Who Pays for Complications from Kidney Donation Surgery?
Most people who become kidney donors do not experience any major complications with the surgery or recovery. It is a very straightforward procedure and one of the safest types of surgery.
According to a recent study by the Mayo Clinic, only 2.5% of people who donated a kidney via laparoscopic surgery at the Mayo Clinic from 2000 to 2019 had major complications, and all of those donors recovered completely. Just over 12% of the donors in the study had minor post-surgical complications.
Another study, based on kidney donors who donated at any center in 2007 and 2008, found that just 2.1% of donors required readmission for complications after donation surgery.

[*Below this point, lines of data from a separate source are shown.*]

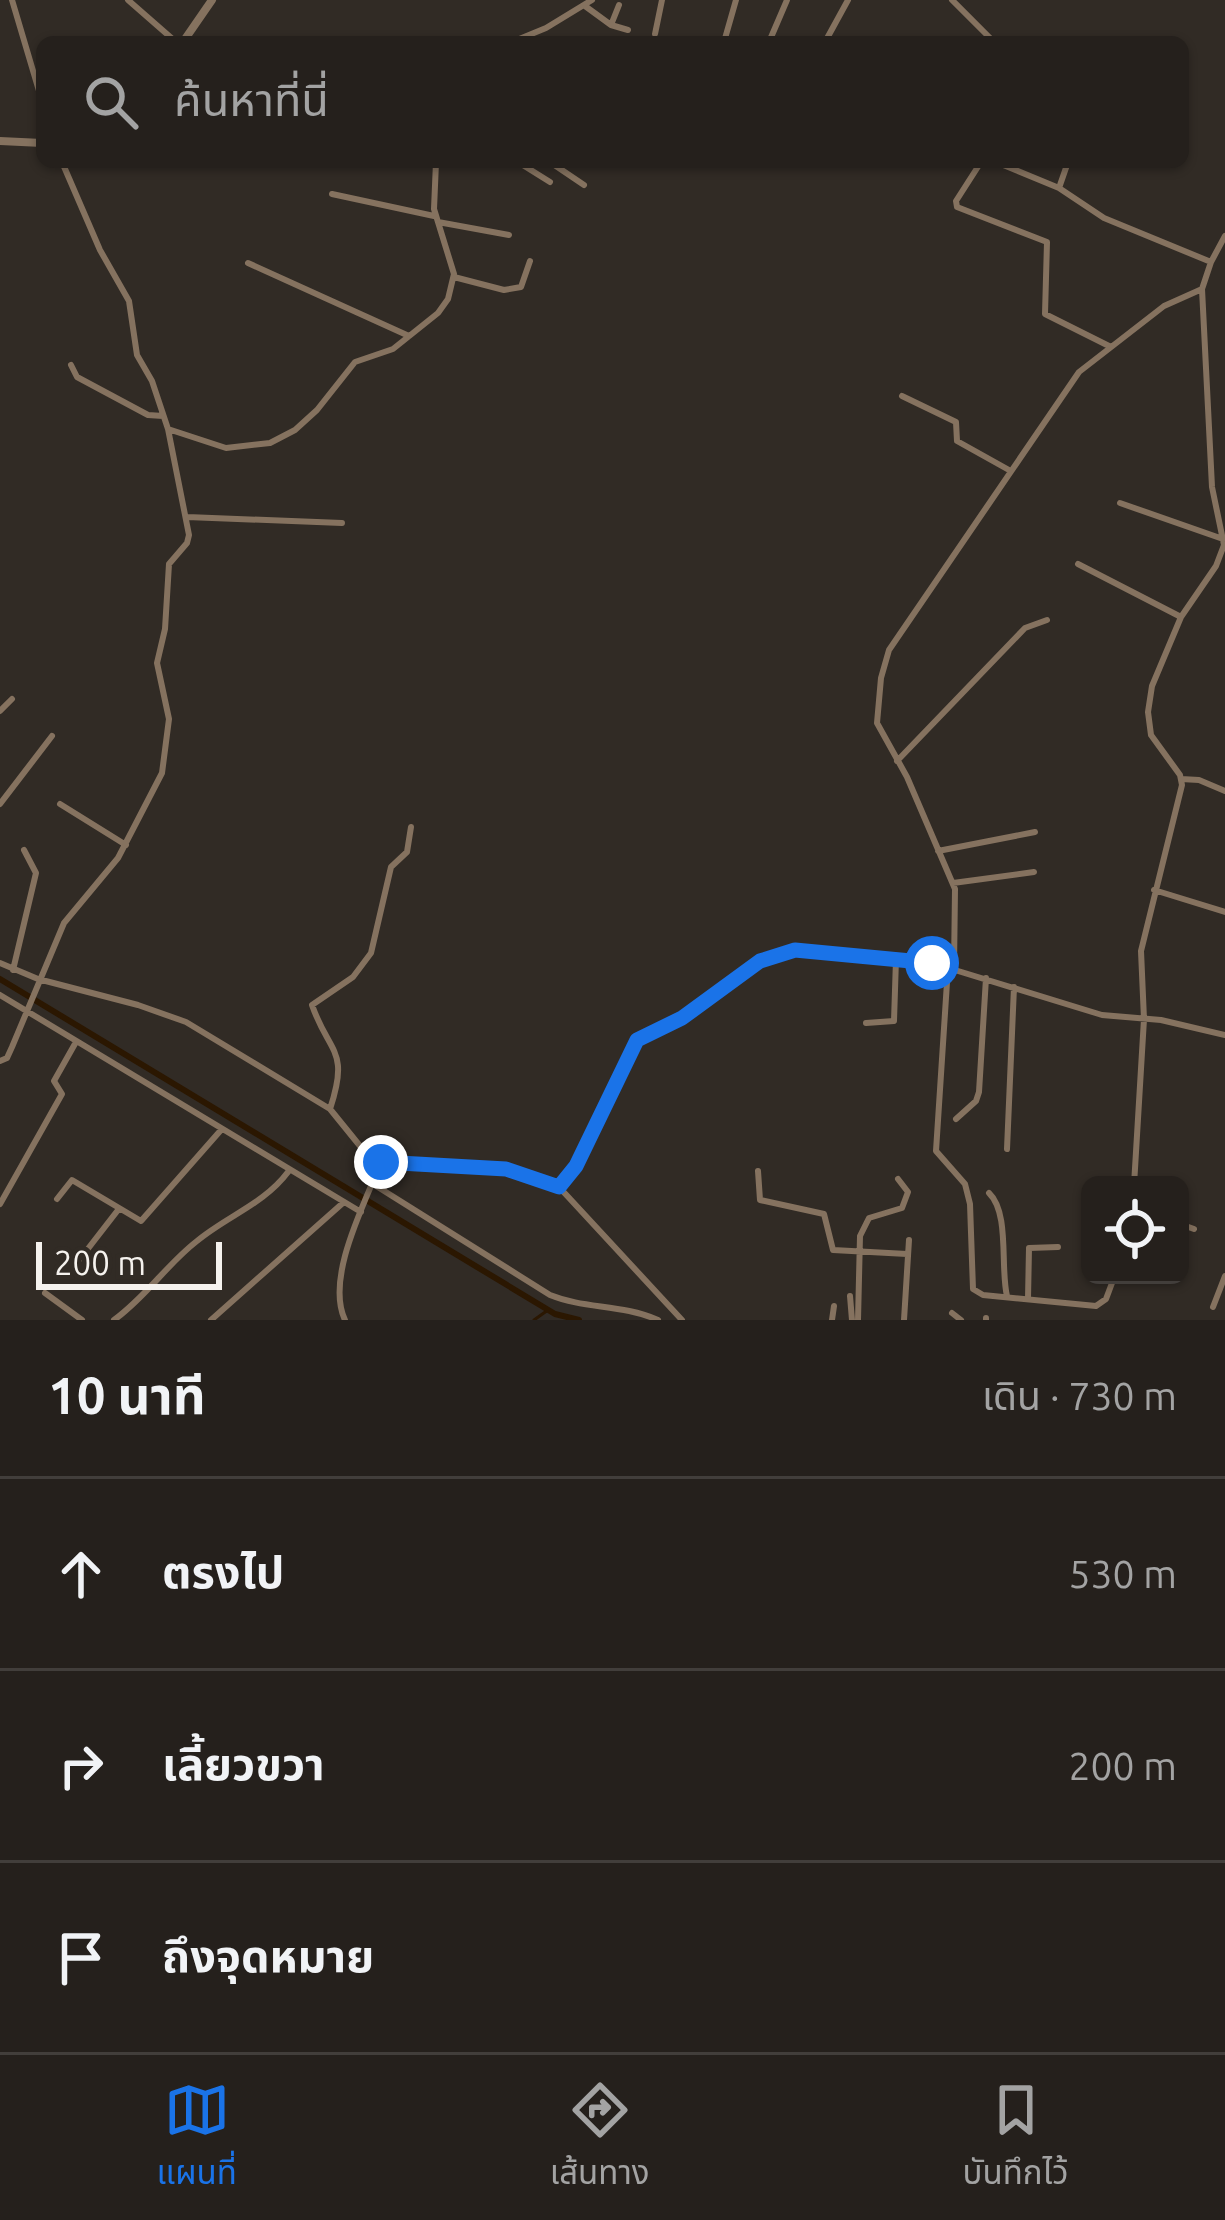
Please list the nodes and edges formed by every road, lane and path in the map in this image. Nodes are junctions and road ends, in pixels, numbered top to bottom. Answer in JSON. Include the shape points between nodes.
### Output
{"nodes":[{"id":1,"x":13,"y":0,"type":"edge"},
{"id":2,"x":128,"y":0,"type":"edge"},
{"id":3,"x":212,"y":0,"type":"edge"},
{"id":4,"x":662,"y":0,"type":"edge"},
{"id":5,"x":736,"y":0,"type":"edge"},
{"id":6,"x":787,"y":0,"type":"edge"},
{"id":7,"x":848,"y":0,"type":"edge"},
{"id":8,"x":952,"y":0,"type":"edge"},
{"id":9,"x":589,"y":3,"type":"edge"},
{"id":10,"x":619,"y":5,"type":"dead end"},
{"id":11,"x":611,"y":25,"type":"junction"},
{"id":12,"x":628,"y":30,"type":"dead end"},
{"id":13,"x":655,"y":34,"type":"dead end"},
{"id":14,"x":173,"y":36,"type":"edge"},
{"id":15,"x":185,"y":36,"type":"edge"},
{"id":16,"x":524,"y":36,"type":"edge"},
{"id":17,"x":726,"y":36,"type":"edge"},
{"id":18,"x":772,"y":36,"type":"edge"},
{"id":19,"x":828,"y":36,"type":"edge"},
{"id":20,"x":988,"y":36,"type":"edge"},
{"id":21,"x":36,"y":80,"type":"edge"},
{"id":22,"x":0,"y":141,"type":"edge"},
{"id":23,"x":36,"y":143,"type":"edge"},
{"id":24,"x":65,"y":168,"type":"edge"},
{"id":25,"x":436,"y":168,"type":"edge"},
{"id":26,"x":528,"y":168,"type":"edge"},
{"id":27,"x":559,"y":168,"type":"edge"},
{"id":28,"x":977,"y":168,"type":"edge"},
{"id":29,"x":1011,"y":168,"type":"edge"},
{"id":30,"x":1066,"y":168,"type":"edge"},
{"id":31,"x":550,"y":182,"type":"dead end"},
{"id":32,"x":584,"y":185,"type":"dead end"},
{"id":33,"x":1059,"y":188,"type":"junction"},
{"id":34,"x":332,"y":194,"type":"dead end"},
{"id":35,"x":437,"y":219,"type":"junction"},
{"id":36,"x":509,"y":235,"type":"dead end"},
{"id":37,"x":1224,"y":242,"type":"edge"},
{"id":38,"x":530,"y":261,"type":"dead end"},
{"id":39,"x":1211,"y":262,"type":"junction"},
{"id":40,"x":248,"y":263,"type":"dead end"},
{"id":41,"x":454,"y":278,"type":"junction"},
{"id":42,"x":1202,"y":289,"type":"junction"},
{"id":43,"x":409,"y":336,"type":"junction"},
{"id":44,"x":1112,"y":347,"type":"junction"},
{"id":45,"x":71,"y":365,"type":"dead end"},
{"id":46,"x":902,"y":396,"type":"dead end"},
{"id":47,"x":164,"y":416,"type":"junction"},
{"id":48,"x":168,"y":429,"type":"junction"},
{"id":49,"x":1009,"y":470,"type":"junction"},
{"id":50,"x":1120,"y":503,"type":"dead end"},
{"id":51,"x":187,"y":517,"type":"junction"},
{"id":52,"x":342,"y":523,"type":"dead end"},
{"id":53,"x":1224,"y":543,"type":"edge"},
{"id":54,"x":1078,"y":564,"type":"dead end"},
{"id":55,"x":1181,"y":617,"type":"junction"},
{"id":56,"x":1047,"y":620,"type":"dead end"},
{"id":57,"x":12,"y":699,"type":"dead end"},
{"id":58,"x":0,"y":711,"type":"edge"},
{"id":59,"x":52,"y":736,"type":"dead end"},
{"id":60,"x":897,"y":761,"type":"junction"},
{"id":61,"x":1181,"y":779,"type":"junction"},
{"id":62,"x":1225,"y":791,"type":"edge"},
{"id":63,"x":0,"y":804,"type":"edge"},
{"id":64,"x":60,"y":804,"type":"dead end"},
{"id":65,"x":411,"y":827,"type":"dead end"},
{"id":66,"x":1035,"y":832,"type":"dead end"},
{"id":67,"x":126,"y":845,"type":"junction"},
{"id":68,"x":24,"y":850,"type":"dead end"},
{"id":69,"x":938,"y":851,"type":"junction"},
{"id":70,"x":1034,"y":872,"type":"dead end"},
{"id":71,"x":953,"y":883,"type":"junction"},
{"id":72,"x":1154,"y":890,"type":"junction"},
{"id":73,"x":1225,"y":912,"type":"edge"},
{"id":74,"x":896,"y":959,"type":"junction"},
{"id":75,"x":0,"y":963,"type":"edge"},
{"id":76,"x":951,"y":967,"type":"junction"},
{"id":77,"x":13,"y":970,"type":"junction"},
{"id":78,"x":986,"y":978,"type":"junction"},
{"id":79,"x":38,"y":979,"type":"junction"},
{"id":80,"x":1014,"y":987,"type":"junction"},
{"id":81,"x":0,"y":995,"type":"edge"},
{"id":82,"x":26,"y":1011,"type":"junction"},
{"id":83,"x":1144,"y":1019,"type":"junction"},
{"id":84,"x":866,"y":1023,"type":"dead end"},
{"id":85,"x":1225,"y":1035,"type":"edge"},
{"id":86,"x":76,"y":1042,"type":"junction"},
{"id":87,"x":0,"y":1061,"type":"edge"},
{"id":88,"x":330,"y":1109,"type":"junction"},
{"id":89,"x":956,"y":1119,"type":"dead end"},
{"id":90,"x":221,"y":1130,"type":"junction"},
{"id":91,"x":1007,"y":1149,"type":"dead end"},
{"id":92,"x":381,"y":1162,"type":"junction"},
{"id":93,"x":289,"y":1171,"type":"junction"},
{"id":94,"x":758,"y":1171,"type":"dead end"},
{"id":95,"x":1135,"y":1176,"type":"edge"},
{"id":96,"x":898,"y":1179,"type":"dead end"},
{"id":97,"x":371,"y":1187,"type":"junction"},
{"id":98,"x":559,"y":1187,"type":"junction"},
{"id":99,"x":988,"y":1193,"type":"dead end"},
{"id":100,"x":57,"y":1199,"type":"dead end"},
{"id":101,"x":344,"y":1202,"type":"junction"},
{"id":102,"x":0,"y":1204,"type":"edge"},
{"id":103,"x":118,"y":1209,"type":"junction"},
{"id":104,"x":362,"y":1209,"type":"junction"},
{"id":105,"x":1189,"y":1227,"type":"edge"},
{"id":106,"x":1194,"y":1229,"type":"dead end"},
{"id":107,"x":909,"y":1240,"type":"dead end"},
{"id":108,"x":1058,"y":1246,"type":"dead end"},
{"id":109,"x":860,"y":1253,"type":"junction"},
{"id":110,"x":908,"y":1254,"type":"junction"},
{"id":111,"x":80,"y":1259,"type":"dead end"},
{"id":112,"x":1225,"y":1276,"type":"edge"},
{"id":113,"x":1111,"y":1284,"type":"edge"},
{"id":114,"x":45,"y":1294,"type":"dead end"},
{"id":115,"x":850,"y":1296,"type":"dead end"},
{"id":116,"x":1006,"y":1296,"type":"junction"},
{"id":117,"x":1028,"y":1299,"type":"junction"},
{"id":118,"x":834,"y":1306,"type":"dead end"},
{"id":119,"x":1091,"y":1306,"type":"junction"},
{"id":120,"x":1213,"y":1307,"type":"dead end"},
{"id":121,"x":952,"y":1313,"type":"dead end"},
{"id":122,"x":82,"y":1320,"type":"edge"},
{"id":123,"x":114,"y":1320,"type":"edge"},
{"id":124,"x":212,"y":1320,"type":"edge"},
{"id":125,"x":345,"y":1320,"type":"edge"},
{"id":126,"x":658,"y":1320,"type":"edge"},
{"id":127,"x":682,"y":1320,"type":"edge"},
{"id":128,"x":832,"y":1320,"type":"edge"},
{"id":129,"x":855,"y":1320,"type":"edge"},
{"id":130,"x":904,"y":1320,"type":"edge"},
{"id":131,"x":961,"y":1320,"type":"edge"},
{"id":132,"x":1090,"y":1320,"type":"edge"}],
"edges":[{"from":1,"to":21,"type":"street"},
{"from":2,"to":14,"type":"street"},
{"from":3,"to":15,"type":"street"},
{"from":4,"to":13,"type":"street"},
{"from":5,"to":17,"type":"street"},
{"from":6,"to":18,"type":"street"},
{"from":7,"to":19,"type":"street"},
{"from":8,"to":20,"type":"street"},
{"from":9,"to":11,"type":"street"},
{"from":9,"to":16,"type":"street"},
{"from":10,"to":11,"type":"street"},
{"from":11,"to":12,"type":"street"},
{"from":22,"to":23,"type":"street"},
{"from":24,"to":47,"type":"street","via":[[129,301],[137,355]]},
{"from":25,"to":35,"type":"street"},
{"from":26,"to":31,"type":"street"},
{"from":27,"to":32,"type":"street"},
{"from":28,"to":44,"type":"street","via":[[957,207],[1047,242],[1045,314]]},
{"from":29,"to":33,"type":"street"},
{"from":30,"to":33,"type":"street"},
{"from":33,"to":39,"type":"street","via":[[1104,218]]},
{"from":34,"to":35,"type":"street"},
{"from":35,"to":36,"type":"street"},
{"from":35,"to":41,"type":"street"},
{"from":37,"to":39,"type":"street"},
{"from":38,"to":41,"type":"street","via":[[517,290]]},
{"from":39,"to":42,"type":"street"},
{"from":40,"to":43,"type":"street"},
{"from":41,"to":43,"type":"street","via":[[444,306]]},
{"from":42,"to":44,"type":"street","via":[[1164,306]]},
{"from":42,"to":53,"type":"street","via":[[1212,487]]},
{"from":43,"to":48,"type":"street","via":[[355,362],[317,410],[270,443],[226,448]]},
{"from":44,"to":49,"type":"street","via":[[1079,372]]},
{"from":45,"to":47,"type":"street","via":[[74,375]]},
{"from":46,"to":49,"type":"street","via":[[956,422],[957,441]]},
{"from":47,"to":48,"type":"street"},
{"from":48,"to":51,"type":"street"},
{"from":49,"to":60,"type":"street","via":[[889,650],[877,724]]},
{"from":50,"to":53,"type":"street"},
{"from":51,"to":52,"type":"street"},
{"from":51,"to":67,"type":"street","via":[[188,544],[168,569],[157,663],[168,712],[162,773]]},
{"from":53,"to":55,"type":"street"},
{"from":54,"to":55,"type":"street"},
{"from":55,"to":61,"type":"street","via":[[1148,715],[1151,735]]},
{"from":56,"to":60,"type":"street","via":[[1025,628]]},
{"from":57,"to":58,"type":"street"},
{"from":59,"to":63,"type":"street"},
{"from":60,"to":69,"type":"street"},
{"from":61,"to":62,"type":"street"},
{"from":61,"to":72,"type":"street"},
{"from":64,"to":67,"type":"street"},
{"from":65,"to":88,"type":"street","via":[[406,852],[391,867],[371,953],[312,1006],[338,1060]]},
{"from":66,"to":69,"type":"street"},
{"from":67,"to":79,"type":"street","via":[[70,914]]},
{"from":68,"to":77,"type":"street","via":[[36,873]]},
{"from":69,"to":71,"type":"street"},
{"from":70,"to":71,"type":"street"},
{"from":71,"to":76,"type":"street"},
{"from":72,"to":73,"type":"street"},
{"from":72,"to":83,"type":"street","via":[[1141,951]]},
{"from":74,"to":76,"type":"street"},
{"from":74,"to":84,"type":"street","via":[[894,1021]]},
{"from":74,"to":98,"type":"street","via":[[795,950],[773,956],[637,1040]]},
{"from":75,"to":77,"type":"street"},
{"from":76,"to":78,"type":"street"},
{"from":76,"to":116,"type":"street","via":[[937,1151],[965,1184],[973,1288]]},
{"from":77,"to":79,"type":"street"},
{"from":78,"to":80,"type":"street"},
{"from":78,"to":89,"type":"street","via":[[980,1092]]},
{"from":79,"to":82,"type":"street"},
{"from":79,"to":88,"type":"street","via":[[186,1022]]},
{"from":80,"to":83,"type":"street","via":[[1102,1015]]},
{"from":80,"to":91,"type":"street"},
{"from":81,"to":82,"type":"street"},
{"from":82,"to":86,"type":"street"},
{"from":82,"to":87,"type":"street"},
{"from":83,"to":85,"type":"street"},
{"from":83,"to":95,"type":"street"},
{"from":86,"to":90,"type":"street"},
{"from":86,"to":102,"type":"street","via":[[54,1081],[62,1094]]},
{"from":88,"to":92,"type":"street"},
{"from":90,"to":93,"type":"street"},
{"from":90,"to":103,"type":"street","via":[[144,1220]]},
{"from":92,"to":97,"type":"street"},
{"from":92,"to":98,"type":"street","via":[[506,1169]]},
{"from":93,"to":101,"type":"street"},
{"from":93,"to":123,"type":"street","via":[[194,1243]]},
{"from":94,"to":109,"type":"street","via":[[760,1199],[820,1211],[833,1250]]},
{"from":96,"to":109,"type":"street","via":[[906,1201],[869,1219]]},
{"from":97,"to":104,"type":"street"},
{"from":97,"to":126,"type":"street","via":[[550,1294]]},
{"from":98,"to":127,"type":"street"},
{"from":99,"to":116,"type":"street","via":[[1003,1229]]},
{"from":100,"to":103,"type":"street","via":[[71,1180]]},
{"from":101,"to":104,"type":"street"},
{"from":101,"to":124,"type":"street"},
{"from":103,"to":111,"type":"street"},
{"from":104,"to":125,"type":"street","via":[[339,1291]]},
{"from":105,"to":106,"type":"street"},
{"from":107,"to":110,"type":"street"},
{"from":108,"to":117,"type":"street","via":[[1029,1248]]},
{"from":109,"to":110,"type":"street"},
{"from":109,"to":129,"type":"street"},
{"from":110,"to":130,"type":"street"},
{"from":112,"to":120,"type":"street"},
{"from":113,"to":119,"type":"street","via":[[1106,1299]]},
{"from":114,"to":122,"type":"street"},
{"from":115,"to":129,"type":"street"},
{"from":116,"to":117,"type":"street"},
{"from":117,"to":119,"type":"street"},
{"from":118,"to":128,"type":"street"},
{"from":119,"to":132,"type":"street"},
{"from":121,"to":131,"type":"street"}]}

While it’s unlikely for kidney donors to experience complications, if they do, they will need additional medical care and monitoring to ensure their complete recovery, and they may need to take additional time off work or incur additional costs, such as travel and dependent care. But who pays for these costs?
In many cases, medical costs for donation-related complications will be covered by insurance or other sources, such as the donor’s hospital, the recipient’s insurance, workers’ compensation, or disability. Any uncovered medical costs will be covered by Donor Shield, with no set maximum.
Although it is very uncommon to have a complication requiring travel or time off work, Donor Shield offers travel and dependent care reimbursement up to $6,000 and lost wage reimbursement of up to $2,000 per week for treatment of donation-related complications.
Income documentation is required for lost wage reimbursement, and reimbursement beyond six weeks requires advance approval. Donors must provide notification of the uncovered complication through their hospital within 30 days of the complication.